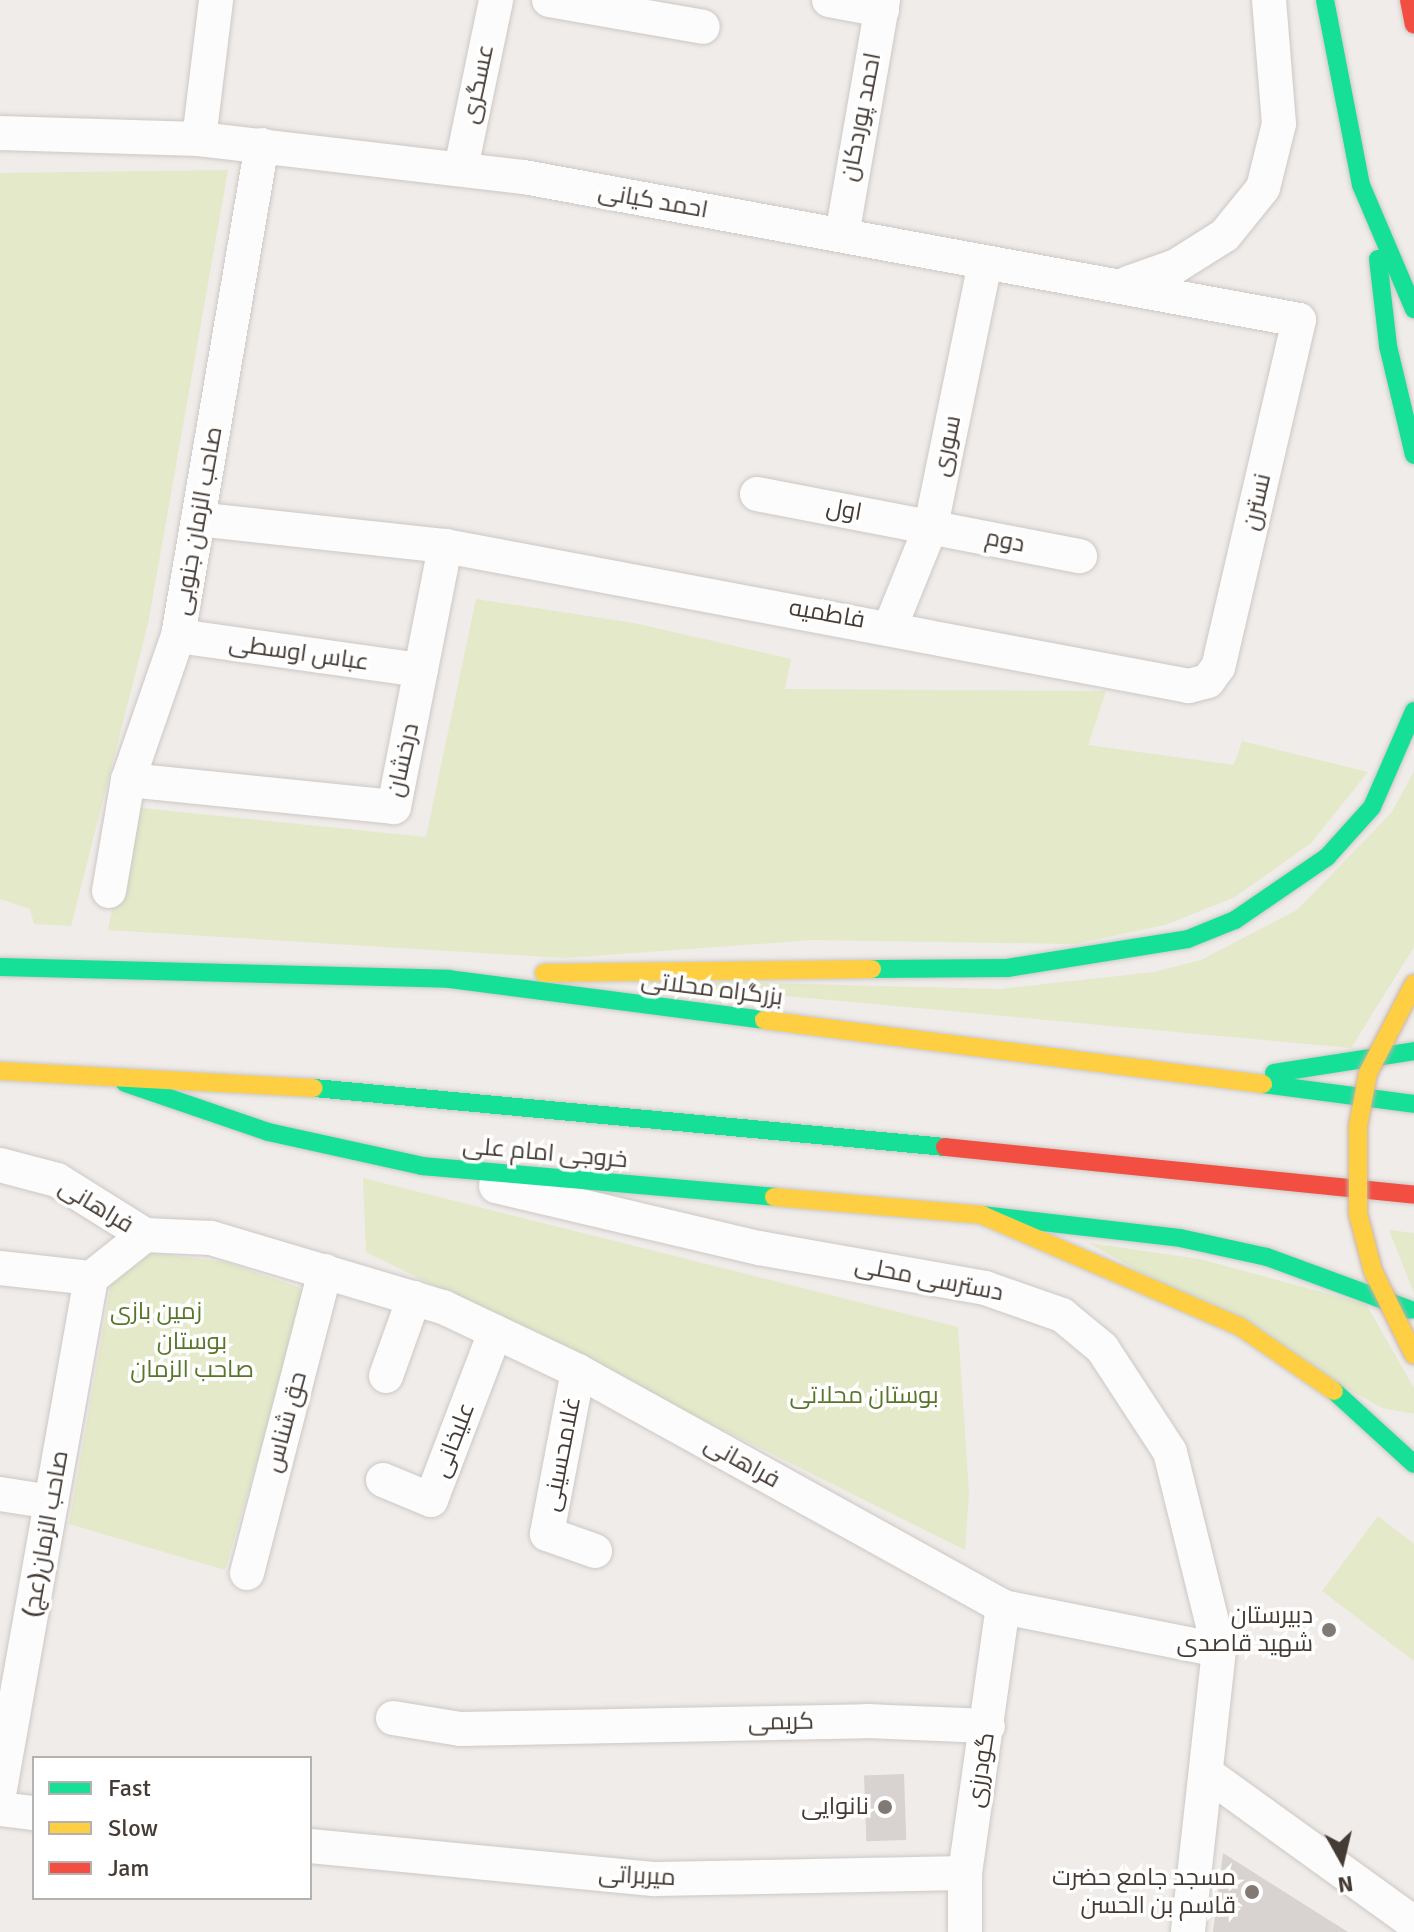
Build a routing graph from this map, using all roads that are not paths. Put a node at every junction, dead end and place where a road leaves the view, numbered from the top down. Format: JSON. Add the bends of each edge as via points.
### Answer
{"nodes":[{"id":1,"x":216,"y":0,"type":"edge"},
{"id":2,"x":496,"y":0,"type":"edge"},
{"id":3,"x":549,"y":0,"type":"edge"},
{"id":4,"x":829,"y":0,"type":"edge"},
{"id":5,"x":1269,"y":0,"type":"edge"},
{"id":6,"x":1325,"y":0,"type":"edge"},
{"id":7,"x":1409,"y":0,"type":"edge"},
{"id":8,"x":882,"y":5,"type":"edge"},
{"id":9,"x":1414,"y":25,"type":"edge"},
{"id":10,"x":703,"y":27,"type":"dead end"},
{"id":11,"x":0,"y":133,"type":"edge"},
{"id":12,"x":199,"y":139,"type":"junction"},
{"id":13,"x":262,"y":145,"type":"junction"},
{"id":14,"x":461,"y":168,"type":"junction"},
{"id":15,"x":1373,"y":221,"type":"junction"},
{"id":16,"x":842,"y":235,"type":"junction"},
{"id":17,"x":985,"y":262,"type":"junction"},
{"id":18,"x":1125,"y":284,"type":"junction"},
{"id":19,"x":1414,"y":309,"type":"edge"},
{"id":20,"x":1299,"y":320,"type":"joint"},
{"id":21,"x":1414,"y":455,"type":"edge"},
{"id":22,"x":757,"y":494,"type":"dead end"},
{"id":23,"x":198,"y":519,"type":"junction"},
{"id":24,"x":931,"y":526,"type":"junction"},
{"id":25,"x":445,"y":546,"type":"junction"},
{"id":26,"x":1080,"y":556,"type":"dead end"},
{"id":27,"x":891,"y":625,"type":"junction"},
{"id":28,"x":178,"y":636,"type":"junction"},
{"id":29,"x":421,"y":670,"type":"junction"},
{"id":30,"x":1208,"y":681,"type":"joint"},
{"id":31,"x":1414,"y":711,"type":"edge"},
{"id":32,"x":128,"y":780,"type":"junction"},
{"id":33,"x":109,"y":891,"type":"dead end"},
{"id":34,"x":0,"y":967,"type":"edge"},
{"id":35,"x":449,"y":979,"type":"junction"},
{"id":36,"x":1414,"y":984,"type":"edge"},
{"id":37,"x":1414,"y":1051,"type":"edge"},
{"id":38,"x":0,"y":1071,"type":"edge"},
{"id":39,"x":115,"y":1080,"type":"junction"},
{"id":40,"x":1230,"y":1081,"type":"junction"},
{"id":41,"x":1414,"y":1104,"type":"edge"},
{"id":42,"x":0,"y":1165,"type":"edge"},
{"id":43,"x":422,"y":1166,"type":"junction"},
{"id":44,"x":1414,"y":1195,"type":"edge"},
{"id":45,"x":982,"y":1215,"type":"junction"},
{"id":46,"x":145,"y":1235,"type":"junction"},
{"id":47,"x":0,"y":1268,"type":"edge"},
{"id":48,"x":325,"y":1271,"type":"junction"},
{"id":49,"x":91,"y":1278,"type":"junction"},
{"id":50,"x":414,"y":1298,"type":"junction"},
{"id":51,"x":1414,"y":1312,"type":"edge"},
{"id":52,"x":495,"y":1332,"type":"junction"},
{"id":53,"x":1414,"y":1355,"type":"edge"},
{"id":54,"x":578,"y":1371,"type":"junction"},
{"id":55,"x":386,"y":1376,"type":"dead end"},
{"id":56,"x":1414,"y":1464,"type":"edge"},
{"id":57,"x":383,"y":1480,"type":"dead end"},
{"id":58,"x":0,"y":1494,"type":"edge"},
{"id":59,"x":51,"y":1502,"type":"junction"},
{"id":60,"x":595,"y":1551,"type":"dead end"},
{"id":61,"x":247,"y":1573,"type":"dead end"},
{"id":62,"x":1003,"y":1607,"type":"junction"},
{"id":63,"x":1219,"y":1650,"type":"junction"},
{"id":64,"x":10,"y":1674,"type":"edge"},
{"id":65,"x":393,"y":1718,"type":"dead end"},
{"id":66,"x":988,"y":1726,"type":"junction"},
{"id":67,"x":1210,"y":1776,"type":"junction"},
{"id":68,"x":0,"y":1789,"type":"edge"},
{"id":69,"x":0,"y":1809,"type":"edge"},
{"id":70,"x":32,"y":1813,"type":"edge"},
{"id":71,"x":312,"y":1846,"type":"edge"},
{"id":72,"x":965,"y":1873,"type":"junction"},
{"id":73,"x":1414,"y":1923,"type":"edge"},
{"id":74,"x":965,"y":1932,"type":"edge"},
{"id":75,"x":1188,"y":1932,"type":"edge"}],
"edges":[{"from":1,"to":12,"type":"street"},
{"from":2,"to":14,"type":"street","name":"عسگری"},
{"from":3,"to":10,"type":"street"},
{"from":4,"to":8,"type":"street"},
{"from":5,"to":18,"type":"street","via":[[1279,124],[1263,188],[1225,235],[1176,266]]},
{"from":6,"to":15,"type":"main road"},
{"from":7,"to":9,"type":"main road"},
{"from":8,"to":16,"type":"street","name":"احمد پوردکان"},
{"from":11,"to":12,"type":"street","name":"احمد کیانی"},
{"from":12,"to":13,"type":"street","name":"احمد کیانی"},
{"from":13,"to":14,"type":"street","name":"احمد کیانی"},
{"from":13,"to":23,"type":"street","name":"صاحب الزمان جنوبی"},
{"from":14,"to":16,"type":"street","name":"احمد کیانی"},
{"from":15,"to":19,"type":"main road"},
{"from":15,"to":21,"type":"main road","via":[[1388,346]]},
{"from":16,"to":17,"type":"street","name":"احمد کیانی"},
{"from":17,"to":18,"type":"street","name":"احمد کیانی"},
{"from":17,"to":24,"type":"street","name":"سوری"},
{"from":18,"to":20,"type":"street","name":"احمد کیانی"},
{"from":20,"to":30,"type":"street","name":"نسترن","via":[[1218,667]]},
{"from":22,"to":24,"type":"street","name":"اول"},
{"from":23,"to":25,"type":"street","name":"فاطمیه"},
{"from":23,"to":28,"type":"street","name":"صاحب الزمان جنوبی"},
{"from":24,"to":26,"type":"street","name":"دوم"},
{"from":24,"to":27,"type":"street","name":"سوری"},
{"from":25,"to":27,"type":"street","name":"فاطمیه"},
{"from":25,"to":29,"type":"street","name":"درخشان"},
{"from":27,"to":30,"type":"street","name":"فاطمیه","via":[[1189,686]]},
{"from":28,"to":29,"type":"street","name":"عباس اوسطی"},
{"from":28,"to":32,"type":"street","name":"صاحب الزمان جنوبی"},
{"from":29,"to":32,"type":"street","name":"درخشان","via":[[394,807]]},
{"from":31,"to":35,"type":"main road","via":[[1372,807],[1327,857],[1235,920],[1188,939],[1007,968],[621,967]]},
{"from":32,"to":33,"type":"street","name":"صاحب الزمان جنوبی"},
{"from":34,"to":35,"type":"main road","name":"بزرگراه محلاتی"},
{"from":35,"to":40,"type":"main road","name":"بزرگراه محلاتی"},
{"from":36,"to":53,"type":"main road","bridge":true,"via":[[1368,1073],[1358,1126],[1358,1214],[1373,1271]]},
{"from":37,"to":40,"type":"main road"},
{"from":38,"to":39,"type":"main road"},
{"from":39,"to":43,"type":"main road","name":"خروجی امام علی","via":[[268,1132]]},
{"from":39,"to":44,"type":"main road","via":[[418,1093]]},
{"from":40,"to":41,"type":"main road","name":"بزرگراه محلاتی"},
{"from":42,"to":46,"type":"street","name":"فراهانی","via":[[57,1180]]},
{"from":43,"to":45,"type":"main road","name":"خروجی امام علی"},
{"from":43,"to":63,"type":"street","name":"دسترسی محلی","via":[[600,1214],[985,1288],[1062,1315],[1122,1371],[1170,1452]]},
{"from":45,"to":51,"type":"main road","via":[[1180,1238],[1267,1257]]},
{"from":45,"to":56,"type":"main road","via":[[1129,1273],[1239,1326],[1333,1390]]},
{"from":46,"to":48,"type":"street","name":"فراهانی","via":[[211,1238]]},
{"from":46,"to":49,"type":"street","name":"فراهانی"},
{"from":47,"to":49,"type":"street"},
{"from":48,"to":50,"type":"street","name":"فراهانی"},
{"from":48,"to":61,"type":"street","name":"حق شناس"},
{"from":49,"to":59,"type":"street","name":"صاحب الزمان(عج)"},
{"from":50,"to":52,"type":"street","name":"فراهانی"},
{"from":50,"to":55,"type":"street"},
{"from":52,"to":54,"type":"street","name":"فراهانی"},
{"from":52,"to":57,"type":"street","name":"علیخانی","via":[[431,1500]]},
{"from":54,"to":60,"type":"street","name":"غلامحسینی","via":[[547,1534]]},
{"from":54,"to":62,"type":"street","name":"فراهانی"},
{"from":58,"to":59,"type":"street"},
{"from":59,"to":64,"type":"street","name":"صاحب الزمان(عج)"},
{"from":62,"to":63,"type":"street","name":"فراهانی"},
{"from":62,"to":66,"type":"street","name":"گودرزی"},
{"from":63,"to":67,"type":"street"},
{"from":64,"to":68,"type":"street","name":"صاحب الزمان(عج)"},
{"from":65,"to":66,"type":"street","name":"کریمی","via":[[460,1729],[573,1724]]},
{"from":66,"to":72,"type":"street","name":"گودرزی"},
{"from":67,"to":73,"type":"street"},
{"from":67,"to":75,"type":"street"},
{"from":69,"to":70,"type":"street"},
{"from":71,"to":72,"type":"street","name":"میربراتی","via":[[655,1879]]},
{"from":72,"to":74,"type":"street","name":"گودرزی"}]}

**What the exercise asks**. Return every line from the entries that holds the string "محلاتی".

**Answer area**.
{"from":34,"to":35,"type":"main road","name":"بزرگراه محلاتی"},
{"from":35,"to":40,"type":"main road","name":"بزرگراه محلاتی"},
{"from":40,"to":41,"type":"main road","name":"بزرگراه محلاتی"},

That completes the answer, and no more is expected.